銅の量だけを並べると、差は歴然です。100gあたりで、牛肝臓5.3mg、ほたるいか3.42mg、ごま(いり)1.68mg、大豆(黄大豆・国産・乾)1.07mg、アーモンド(フライ・味付け)0.87mg、干ししいたけ(乾)0.6mg。牛肝臓はほたるいかの1.5倍以上、干ししいたけの約9倍にあたり、この6品の中では頭ひとつ抜けています。
ところがこの順位表は、「実際にどれだけ手に取るのか」を隣に置いたとたん、まったく違う顔を見せます。
順位表の隣に、一食の重さを置いてみる
銅は赤血球の形成や体内の多くの酵素の働きに関わるとされる、ごく微量ではたらくミネラルです。日本人の食事摂取基準では、銅の推奨量(成人30〜49歳)は男性0.9mg・女性0.7mg。100gあたりの数値ばかりを見ていると、この「ごく微量」という感覚のほうが抜け落ちてしまいます。
そこで、実際に手に取るときの単位を並べてみます。ほたるいかは1ぱいが約5g。ごまは大さじ1杯で9.8g、大豆は大さじ1で9.7g、アーモンドは10粒でも約15g。干ししいたけにいたっては、買ったときの1個が2〜4gしかありません。
ひとふり、ひとつまみ、そして数粒です。順位表の上では歴然としていた差が、食卓に載る形になると、どれも数gから十数gの世界に収まってしまいます。「多い」と「よく食べる」は別の軸だというのは、そういうことです。
だから、重ねて使う
ここから引き出せる実践はひとつ、含有量の順位表をそのまま「摂取量の順位表」と読み替えないことです。銅を意識するなら、上位の1品に頼るより、量の異なる食品を重ねるほうが理にかなっています。たとえば肝臓を使った主菜に、ごまをふった副菜や大豆の煮物を合わせる——そんな組み立て方です。ごまや大豆、アーモンドは「ひとふり」「ひとつまみ」で使う食品ですから、100gあたりの数値の大きさに引きずられず、料理に風味を添える存在として置いておくのが実用的です。

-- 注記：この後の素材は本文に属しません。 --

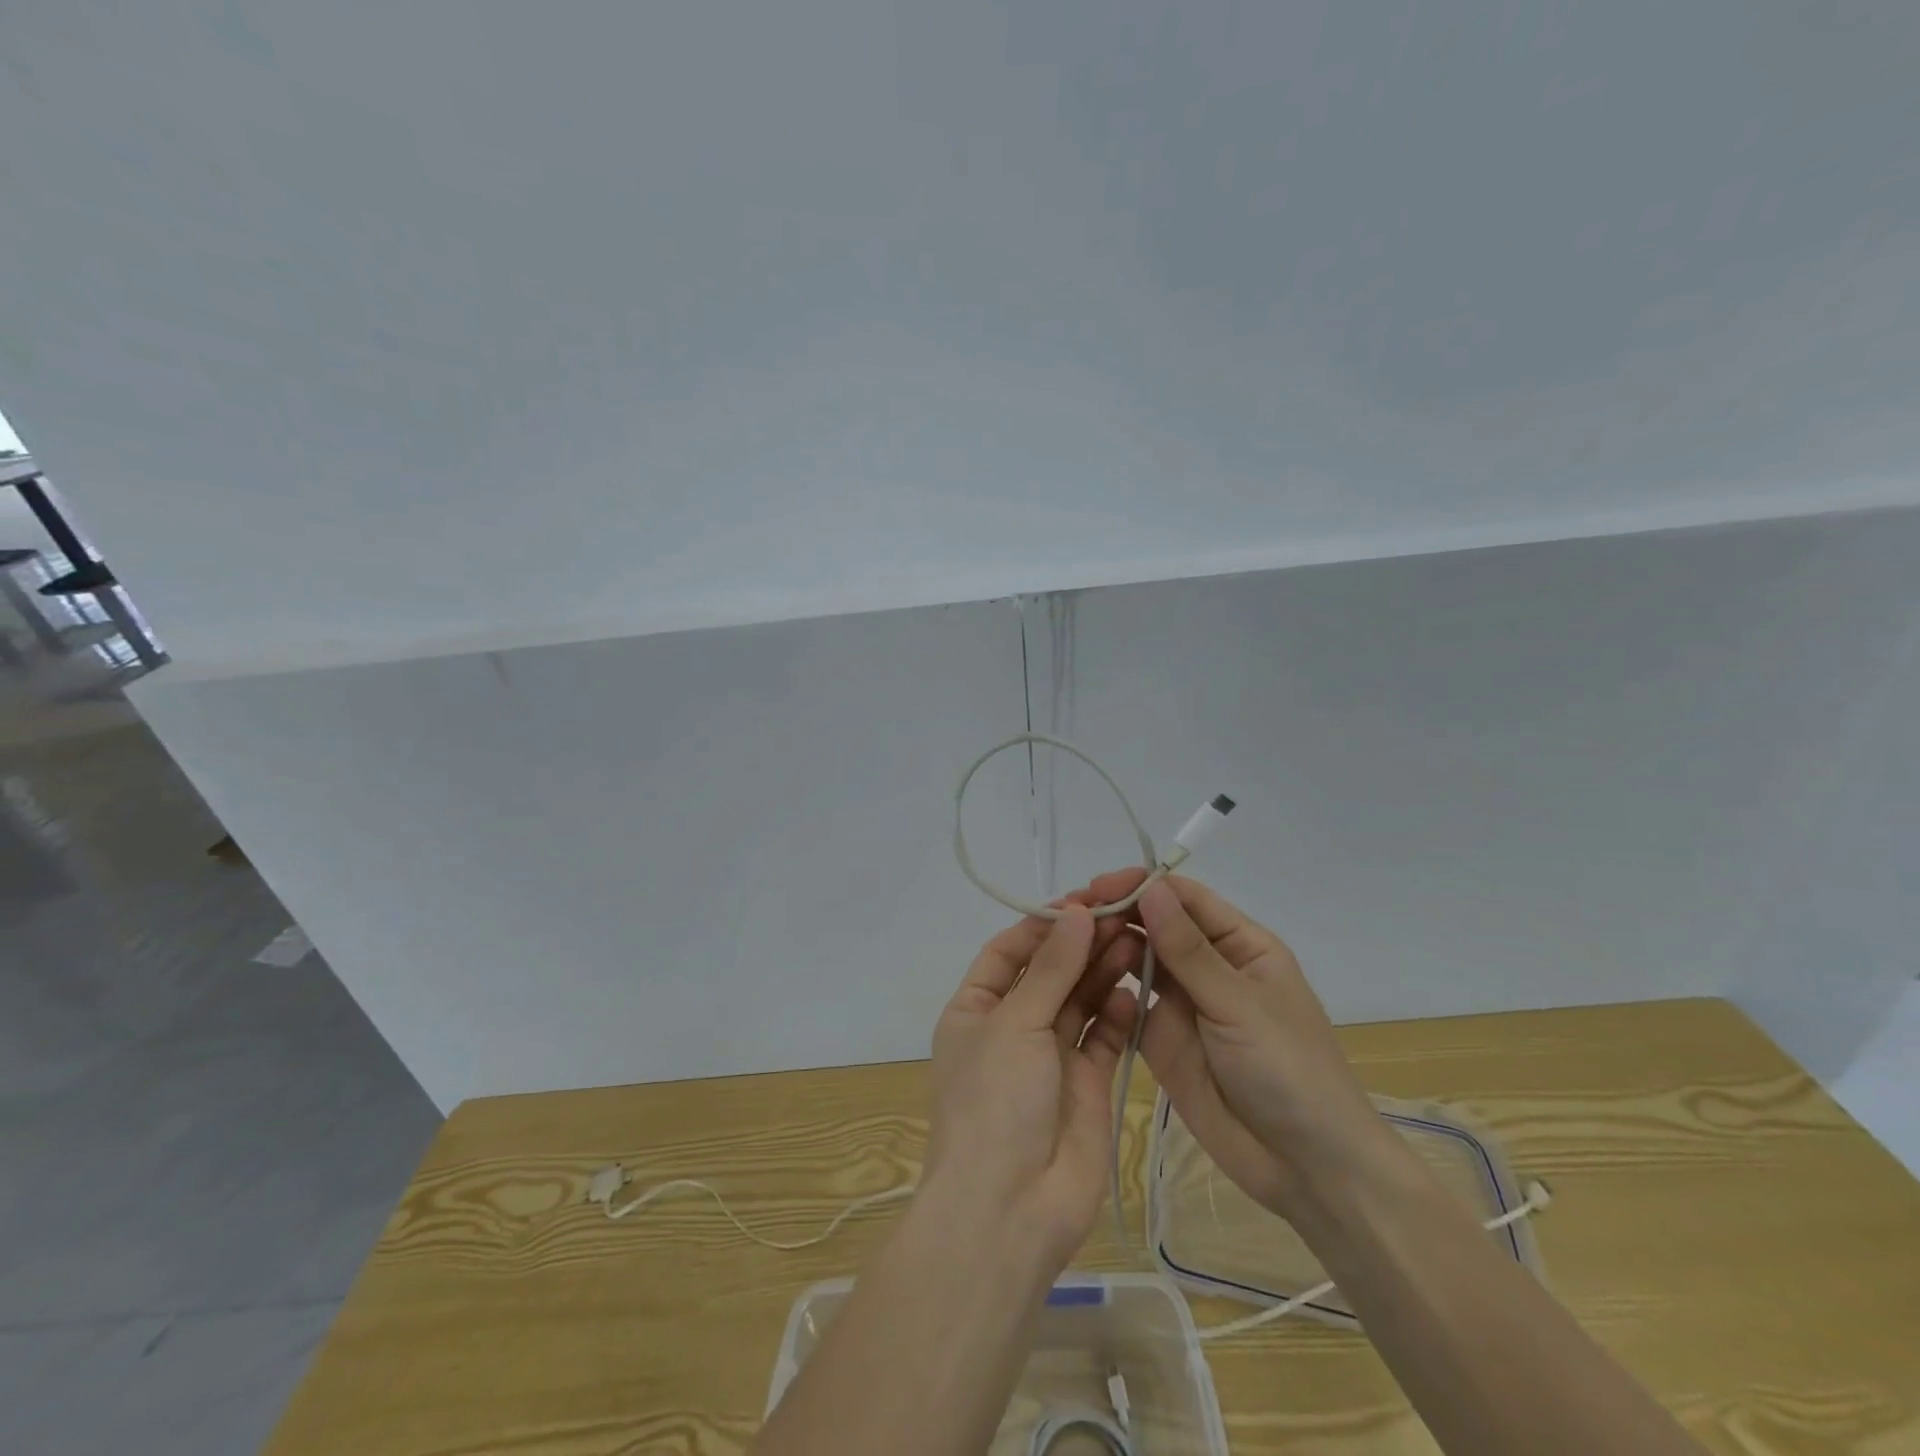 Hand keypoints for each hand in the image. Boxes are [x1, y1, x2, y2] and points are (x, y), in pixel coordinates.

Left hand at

なお牛肝臓は、レチノール(ビタミンA)も100gあたり1100μgと多く含む部位です。視覚の維持や成長・生殖、皮膚・粘膜の健康に関わるとされる成分ですが、一度に大量に食べる食品ではありません。
まとめ
成分表の数値は、その食品を100g食べたときの姿を教えてくれます。けれど食卓に並ぶのは、いつも100gとはかぎりません。1ぱい=約5g、大さじ1=9.8g、10粒=約15g——順位表の隣にこの列を置いてみると、同じデータがまったく違う話を始めます。今度どこかで「◯◯は△△が多い」という数字を見かけたら、その隣に「で、どれだけ食べるのか」を書き足してみてください。景色が変わるはずです。
【摂取量の目安】ほたるいか 生は、100gあたりのレチノール(ビタミンA)が1500μg含まれます。ビタミンAの摂取基準は、ビタミンAの推奨量(成人30〜49歳)は男性900μgRAE・女性700μgRAE。ほたるいかは1ぱいが約5gと軽い食品ですが、まとまった量をとる場合や、ビタミンA・Dが脂溶性で体に蓄積しやすいことをふまえると、多量・連日の摂取やサプリメント併用、妊娠中は過剰摂取に注意が必要とされます(通常の食事で時折とる分には問題になりにくいとされます)。
※本記事で取り上げた栄養素の働きは一般的な情報であり、特定の食品の効果を示すものではありません。
※本記事は日本食品標準成分表(八訂)および日本人の食事摂取基準(2025年版)のデータ等をもとに作成しました。